Chris Anderson has a dream.
The curator of TED talks wants to turn the internet into a positive force that brings people together.
And the key to it, he believes, is what he calls “infectious generosity”.
It’s a laudable aim, as he explains in ‘Infectious Generosity: The Ultimate Idea Worth Spreading’ (Crown).“Generosity is the key ingredient for a contented life,” he writes. “[And] The ingredients to infectious generosity are hiding in plain sight.
“Simple, ordinary, unremarkable human kindness, for example, now has the potential to ripple outward like never before.”
Among scores of examples, Anderson cites the driver who left his car in a torrential downpour in Washington DC in 2022, to give an umbrella to a couple, one of whom was wheelchair-bound.
Pre-internet, this act of kindness would have meant nothing but to those involved but the fact another motorist captured it on video allowed it to go viral, clocking up millions of views and inspiring others to do likewise.

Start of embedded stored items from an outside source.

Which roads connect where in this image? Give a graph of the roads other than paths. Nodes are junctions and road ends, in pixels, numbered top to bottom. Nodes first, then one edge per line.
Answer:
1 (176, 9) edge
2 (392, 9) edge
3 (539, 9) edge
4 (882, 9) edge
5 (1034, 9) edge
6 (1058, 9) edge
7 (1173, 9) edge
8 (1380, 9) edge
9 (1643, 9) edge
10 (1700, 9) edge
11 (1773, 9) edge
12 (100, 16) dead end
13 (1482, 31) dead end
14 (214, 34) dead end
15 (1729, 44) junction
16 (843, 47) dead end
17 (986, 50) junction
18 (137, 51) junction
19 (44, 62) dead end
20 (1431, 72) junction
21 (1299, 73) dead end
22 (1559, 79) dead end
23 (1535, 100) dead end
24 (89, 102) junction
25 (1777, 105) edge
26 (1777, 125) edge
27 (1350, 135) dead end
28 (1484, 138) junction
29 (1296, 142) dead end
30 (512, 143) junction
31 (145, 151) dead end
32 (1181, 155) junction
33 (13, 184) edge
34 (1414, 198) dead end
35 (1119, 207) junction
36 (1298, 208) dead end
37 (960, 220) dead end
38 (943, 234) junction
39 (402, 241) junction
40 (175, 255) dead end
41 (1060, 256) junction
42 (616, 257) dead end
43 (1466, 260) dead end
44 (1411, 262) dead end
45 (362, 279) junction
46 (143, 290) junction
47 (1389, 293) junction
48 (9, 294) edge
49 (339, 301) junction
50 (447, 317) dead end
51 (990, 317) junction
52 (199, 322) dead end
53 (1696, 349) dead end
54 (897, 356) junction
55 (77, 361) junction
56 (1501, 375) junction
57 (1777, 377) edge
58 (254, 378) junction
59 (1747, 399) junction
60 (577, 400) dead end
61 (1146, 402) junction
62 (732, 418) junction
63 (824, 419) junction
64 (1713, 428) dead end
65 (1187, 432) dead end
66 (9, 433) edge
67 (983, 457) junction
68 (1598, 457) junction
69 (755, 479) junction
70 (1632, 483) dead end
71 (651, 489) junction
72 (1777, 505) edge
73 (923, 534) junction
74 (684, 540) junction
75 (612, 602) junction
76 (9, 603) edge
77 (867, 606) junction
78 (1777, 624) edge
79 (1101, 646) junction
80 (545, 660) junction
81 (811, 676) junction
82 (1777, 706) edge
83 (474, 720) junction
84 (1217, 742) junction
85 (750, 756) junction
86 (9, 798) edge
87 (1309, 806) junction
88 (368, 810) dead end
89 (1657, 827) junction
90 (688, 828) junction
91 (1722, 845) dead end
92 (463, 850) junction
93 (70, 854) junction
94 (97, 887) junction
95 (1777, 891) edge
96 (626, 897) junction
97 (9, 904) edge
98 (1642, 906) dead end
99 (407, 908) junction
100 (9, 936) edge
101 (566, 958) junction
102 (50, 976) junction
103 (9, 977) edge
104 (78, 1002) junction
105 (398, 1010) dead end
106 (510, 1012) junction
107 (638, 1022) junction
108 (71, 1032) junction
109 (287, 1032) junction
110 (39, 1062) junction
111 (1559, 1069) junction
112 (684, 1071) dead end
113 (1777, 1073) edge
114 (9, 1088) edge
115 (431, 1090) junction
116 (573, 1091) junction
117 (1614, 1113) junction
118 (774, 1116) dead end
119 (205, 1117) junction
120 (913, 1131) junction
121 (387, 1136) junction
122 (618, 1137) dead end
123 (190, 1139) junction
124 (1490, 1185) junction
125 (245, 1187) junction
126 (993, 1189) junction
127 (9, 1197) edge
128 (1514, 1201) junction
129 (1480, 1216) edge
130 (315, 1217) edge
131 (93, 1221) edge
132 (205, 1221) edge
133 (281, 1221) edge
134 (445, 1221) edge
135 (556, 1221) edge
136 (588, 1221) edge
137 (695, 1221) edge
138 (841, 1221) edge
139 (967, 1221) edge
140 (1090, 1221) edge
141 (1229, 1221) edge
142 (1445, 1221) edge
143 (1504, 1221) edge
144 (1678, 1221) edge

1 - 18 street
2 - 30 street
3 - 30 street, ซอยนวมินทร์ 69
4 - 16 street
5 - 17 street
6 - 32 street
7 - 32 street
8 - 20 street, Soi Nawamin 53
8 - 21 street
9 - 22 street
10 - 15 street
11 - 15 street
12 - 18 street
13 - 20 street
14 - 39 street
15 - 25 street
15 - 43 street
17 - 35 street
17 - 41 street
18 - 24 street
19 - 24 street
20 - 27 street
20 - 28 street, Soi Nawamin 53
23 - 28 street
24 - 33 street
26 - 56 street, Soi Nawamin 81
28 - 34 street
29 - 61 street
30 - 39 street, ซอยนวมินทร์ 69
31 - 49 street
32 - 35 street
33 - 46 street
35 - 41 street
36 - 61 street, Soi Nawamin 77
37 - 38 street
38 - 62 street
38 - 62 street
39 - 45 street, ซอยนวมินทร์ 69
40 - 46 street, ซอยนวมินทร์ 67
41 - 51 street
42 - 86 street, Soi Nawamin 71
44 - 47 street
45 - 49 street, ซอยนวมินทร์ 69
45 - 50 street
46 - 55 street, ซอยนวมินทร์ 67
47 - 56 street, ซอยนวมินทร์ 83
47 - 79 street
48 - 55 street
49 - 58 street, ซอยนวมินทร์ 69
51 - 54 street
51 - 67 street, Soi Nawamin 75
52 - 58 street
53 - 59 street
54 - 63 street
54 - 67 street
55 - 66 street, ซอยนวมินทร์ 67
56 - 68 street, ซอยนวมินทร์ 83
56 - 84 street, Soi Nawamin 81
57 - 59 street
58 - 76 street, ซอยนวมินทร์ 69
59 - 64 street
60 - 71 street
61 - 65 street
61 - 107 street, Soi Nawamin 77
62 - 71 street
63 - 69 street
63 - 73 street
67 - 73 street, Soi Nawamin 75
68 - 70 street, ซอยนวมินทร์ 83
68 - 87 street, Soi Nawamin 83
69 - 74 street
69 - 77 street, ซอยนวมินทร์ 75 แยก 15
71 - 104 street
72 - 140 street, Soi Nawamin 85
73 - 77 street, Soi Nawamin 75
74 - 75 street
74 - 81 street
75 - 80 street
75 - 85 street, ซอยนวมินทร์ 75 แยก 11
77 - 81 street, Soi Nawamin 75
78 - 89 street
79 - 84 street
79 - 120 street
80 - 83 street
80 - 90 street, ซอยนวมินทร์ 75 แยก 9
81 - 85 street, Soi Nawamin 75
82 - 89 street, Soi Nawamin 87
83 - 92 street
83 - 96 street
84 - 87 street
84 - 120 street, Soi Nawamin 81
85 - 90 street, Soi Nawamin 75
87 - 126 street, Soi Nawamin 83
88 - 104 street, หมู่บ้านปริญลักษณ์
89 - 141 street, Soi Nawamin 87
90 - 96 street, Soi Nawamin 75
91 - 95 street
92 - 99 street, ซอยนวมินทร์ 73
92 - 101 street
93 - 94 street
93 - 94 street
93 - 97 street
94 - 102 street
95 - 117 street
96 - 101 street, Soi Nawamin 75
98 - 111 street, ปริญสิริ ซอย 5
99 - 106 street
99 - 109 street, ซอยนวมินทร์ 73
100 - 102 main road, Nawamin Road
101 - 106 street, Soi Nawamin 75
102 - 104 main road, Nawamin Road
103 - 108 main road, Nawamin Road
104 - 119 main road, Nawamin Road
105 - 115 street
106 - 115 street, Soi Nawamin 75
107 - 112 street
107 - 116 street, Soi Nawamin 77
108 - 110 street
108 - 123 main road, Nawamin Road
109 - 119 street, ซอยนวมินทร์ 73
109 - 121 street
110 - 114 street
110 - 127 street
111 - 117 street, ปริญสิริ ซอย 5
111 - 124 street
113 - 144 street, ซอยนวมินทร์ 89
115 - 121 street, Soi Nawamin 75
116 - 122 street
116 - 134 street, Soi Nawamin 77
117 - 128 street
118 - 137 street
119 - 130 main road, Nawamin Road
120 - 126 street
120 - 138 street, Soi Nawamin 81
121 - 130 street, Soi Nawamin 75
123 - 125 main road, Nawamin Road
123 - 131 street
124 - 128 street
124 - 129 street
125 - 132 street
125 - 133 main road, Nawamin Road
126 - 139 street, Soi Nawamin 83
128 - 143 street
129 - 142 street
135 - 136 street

Indeed, Anderson argues that while the world awaits the true impact of AI, it’s the internet that can play a part in making us more generous beings. “The internet can turbocharge generosity and generosity can transform the internet,” he writes.
It’s particularly true of social media where algorithms hook users on never-ending doom and division, or “monetized anger”, as he calls it.
But as Anderson explains, viral clips like the Washington example or the case of Joshua Coombes, the London hairdresser who, in 2015, began giving free haircuts to homeless people, are proof that generosity can inspire others to do likewise, given sufficient exposure.
According to Anderson, most people are so wrapped up in their own lives they find it impossible to imagine doing anything for anyone else. The key, he says, is finding a pathway to the “generosity mindset”that’s at the heart of all giving.
“We humans need not sleepwalk through our lives. Unlike any other species, we have the ability to step back, reflect, imagine,” writes Anderson. “We’re all co-authors of the future. And the story we write together may yet surprise us.”